Benham's colourful tops.

 Charles E. Benham (1860-1929) was a journalist and inventor, and he deserves more than this, or what his Wikipedia entry, offers. I was triggered to go here this morning because of a comment Stew made about my last entry: there may be more, later.

When I first discovered the Benham disc, I was delighted, because I am colour-blind. The Benham disc is a black and white patterned circle, which looks coloured when it is spun around. I had heard of these things but I had never tried them, and I thought it would be interesting to see whether they had the same effect on a colour-blind viewer. Being colour-blind does not mean that you “see everything in black and white”, as David Brewster said. It simply means you see colours differently. It occurred to me to wonder if maybe I would see different colours in the disc from those other people see.



Benham described his illusion in an article published in Nature  back in 1894. In those days, if you wanted to see the disc, you would look for the design on a children’s top, known, predictably, as ‘Benham’s top’. The first account was a brief and anonymous one, noting that the ‘disc’ on the top was a black semi-circle, with the white half of the circle divided in four, and with black arcs painted in.

As the disc is rotated, people see different colours from the different black arcs. And, as the reporter noted, if “. . the direction of rotation is reversed, the order of these tints is also reversed. The cause of these appearances does not appear to have been exactly worked out.”

An ‘Artificial Spectrum Top’, devised by Mr. C. E. Benham, and sold by Messrs Newton and Co., furnishes an interesting phenomenon to students of physiological optics. The top consist of a disc, one half of which is black, while the other half has twelve concentric circles drawn upon it. Each arc subtends an angle of forty-five degrees. In the first quadrant there are three such concentric arcs, in the next three more, and so on; the only difference being that the arcs are parts of circles of which the radii increase in arithmetic progression. Each quadrant thus contains a group of arcs differing in length from those of the other quadrants. The curious point is that when this disc is revolved, the impression of different colours is produced upon the retina.

(Nature , 51 (1309), November 29, 1894, 113–114.)

There followed an animated correspondence, during which Benham stepped in. Illuminate the top with a bright sodium flame, he said, and you will see a very clear blue, and a very clear red. And now the controversy heats up: immediately underneath, in the same issue, Professor Liveing retorts that he has seen no such colours: the phenomenon is obviously a subjective one. Clearly there is room for more research here.

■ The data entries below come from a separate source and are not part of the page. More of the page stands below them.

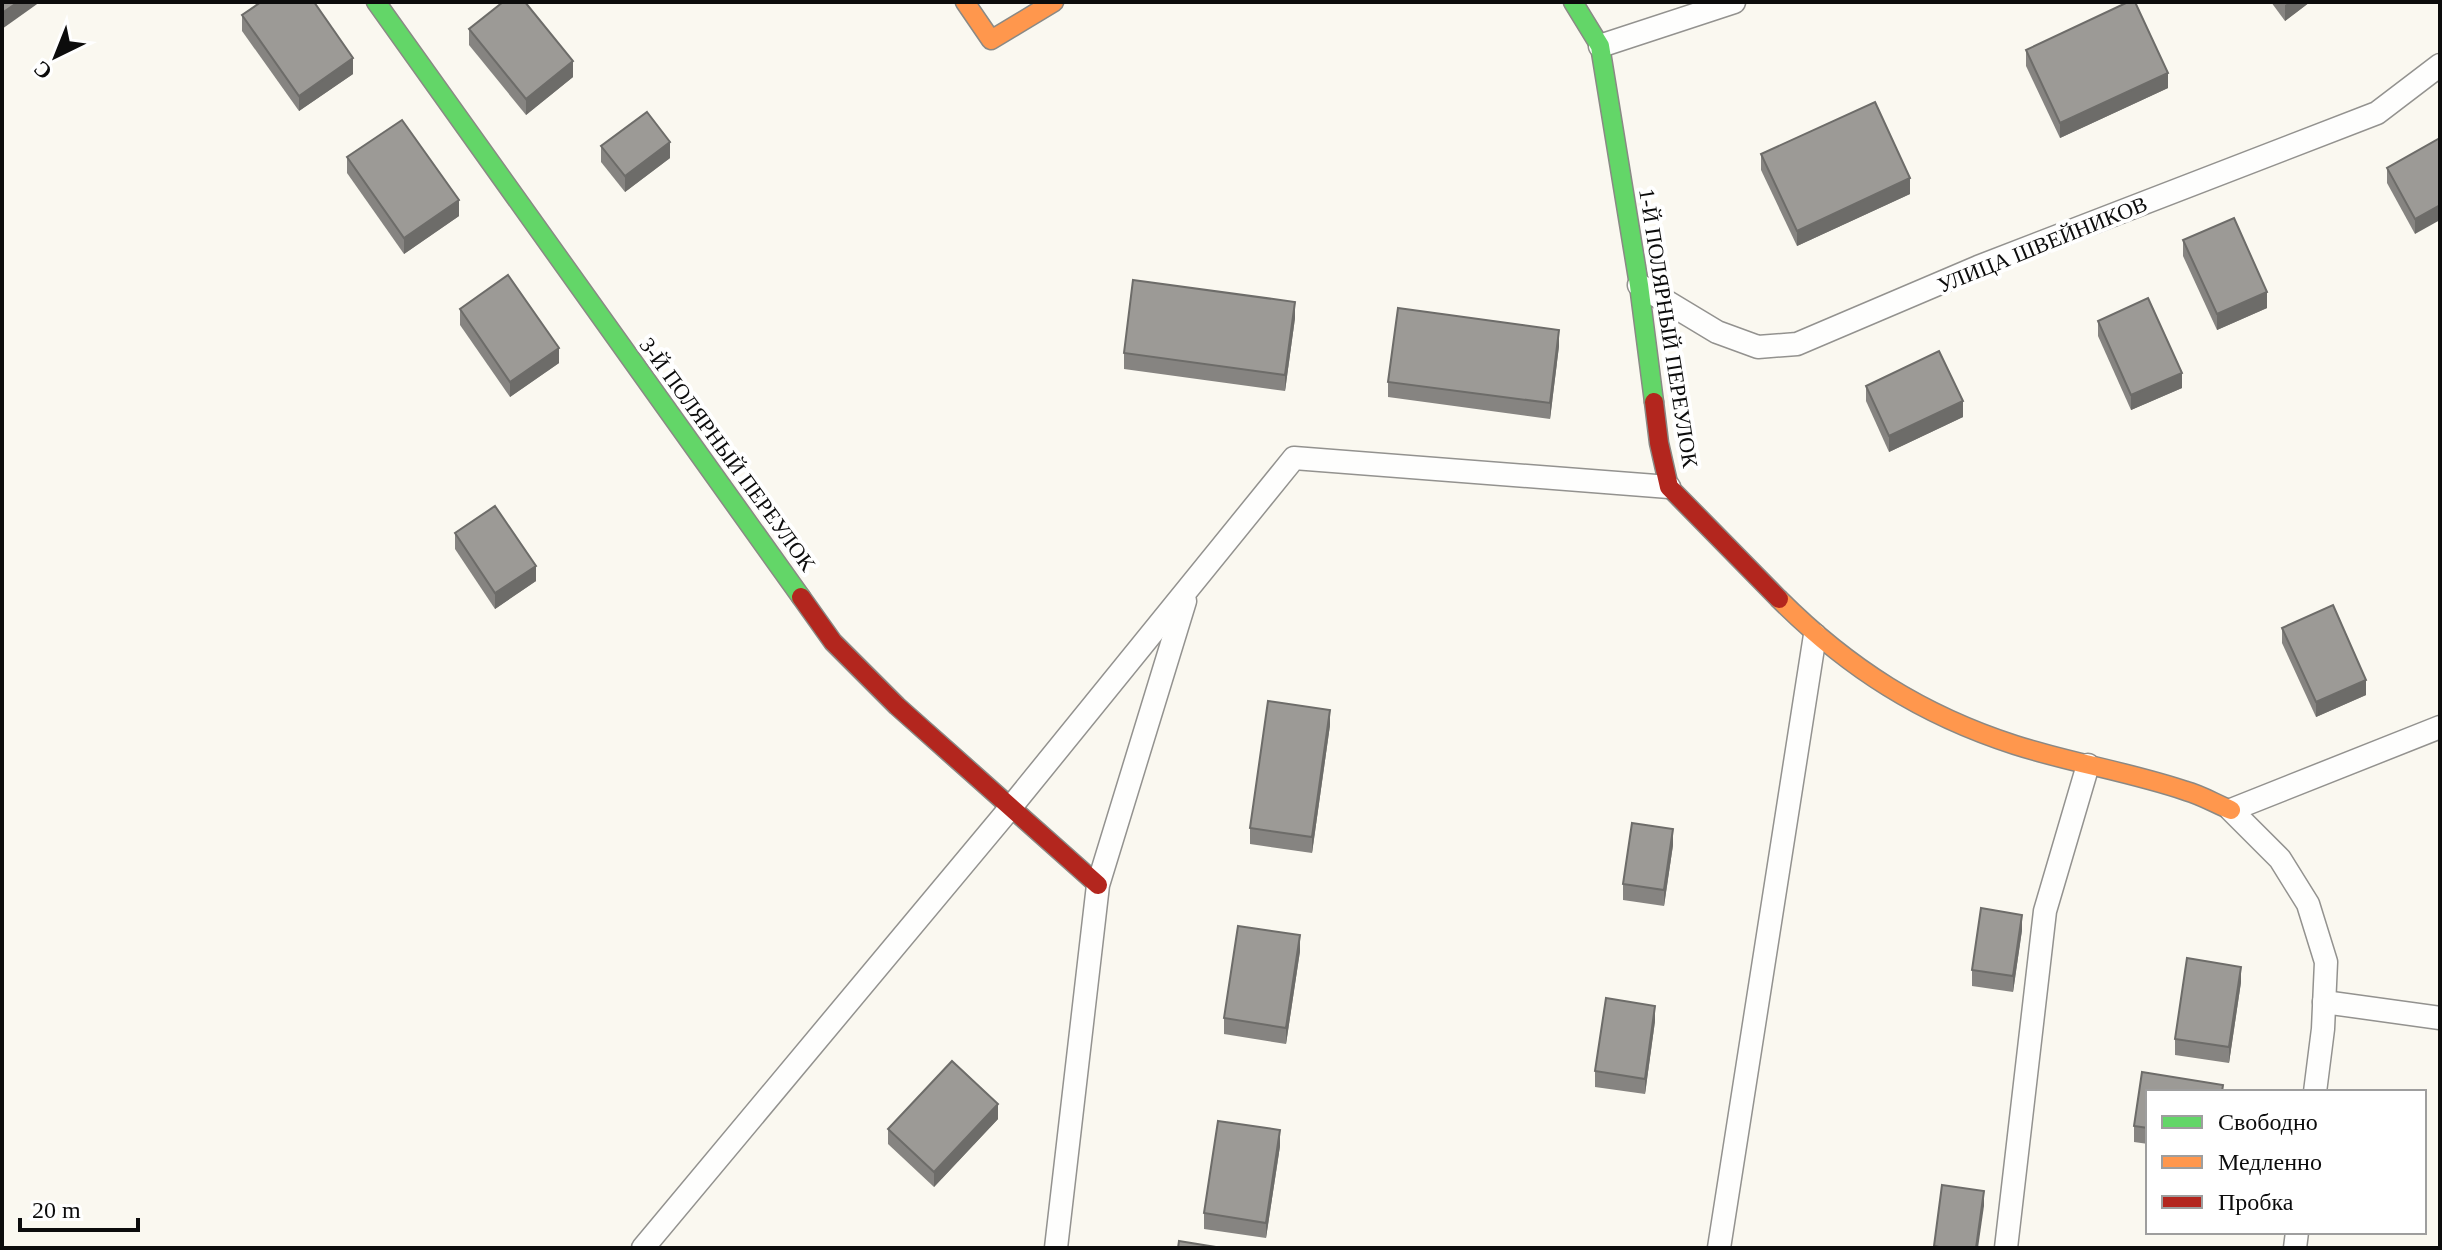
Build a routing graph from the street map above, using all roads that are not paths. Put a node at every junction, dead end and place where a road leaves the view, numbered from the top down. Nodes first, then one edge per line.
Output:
1 (376, 2) edge
2 (965, 2) edge
3 (1054, 2) edge
4 (1573, 2) edge
5 (1734, 2) edge
6 (1600, 46) junction
7 (2440, 65) edge
8 (1639, 285) junction
9 (1669, 487) junction
10 (1188, 589) junction
11 (1815, 635) junction
12 (2440, 727) edge
13 (2088, 765) junction
14 (1011, 807) junction
15 (2231, 810) junction
16 (1098, 885) junction
17 (2324, 1002) junction
18 (2440, 1018) edge
19 (2315, 1090) edge
20 (643, 1248) edge
21 (1056, 1248) edge
22 (1719, 1248) edge
23 (2006, 1248) edge

1 - 14 street, 3-Й ПОЛЯРНЫЙ ПЕРЕУЛОК
2 - 3 street
4 - 6 street, 1-Й ПОЛЯРНЫЙ ПЕРЕУЛОК
5 - 6 lane
6 - 8 street, 1-Й ПОЛЯРНЫЙ ПЕРЕУЛОК
7 - 8 lane, УЛИЦА ШВЕЙНИКОВ
8 - 9 street, 1-Й ПОЛЯРНЫЙ ПЕРЕУЛОК
9 - 10 lane
9 - 11 street, 1-Й ПОЛЯРНЫЙ ПЕРЕУЛОК
10 - 14 lane
10 - 16 lane
11 - 13 street, 1-Й ПОЛЯРНЫЙ ПЕРЕУЛОК
11 - 22 lane
12 - 15 lane
13 - 15 street, 1-Й ПОЛЯРНЫЙ ПЕРЕУЛОК
13 - 23 lane
14 - 16 street, 3-Й ПОЛЯРНЫЙ ПЕРЕУЛОК
14 - 20 lane
15 - 17 lane
16 - 21 lane
17 - 18 lane
17 - 19 lane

It is unclear whether Nature  thought so too, for they go on in the same column to publish next a letter from F. G. Donnan in Leipzig, suggesting that we need a new word in chemistry: ‘solute’, and the discussion seems to have died there. Well, as far as I can judge, I see the same colour effects as other people, which means we won’t learn anything about colour blindness from the Benham disc. But how about trying to learn about colour vision? What causes the colour effect as the disc slows down?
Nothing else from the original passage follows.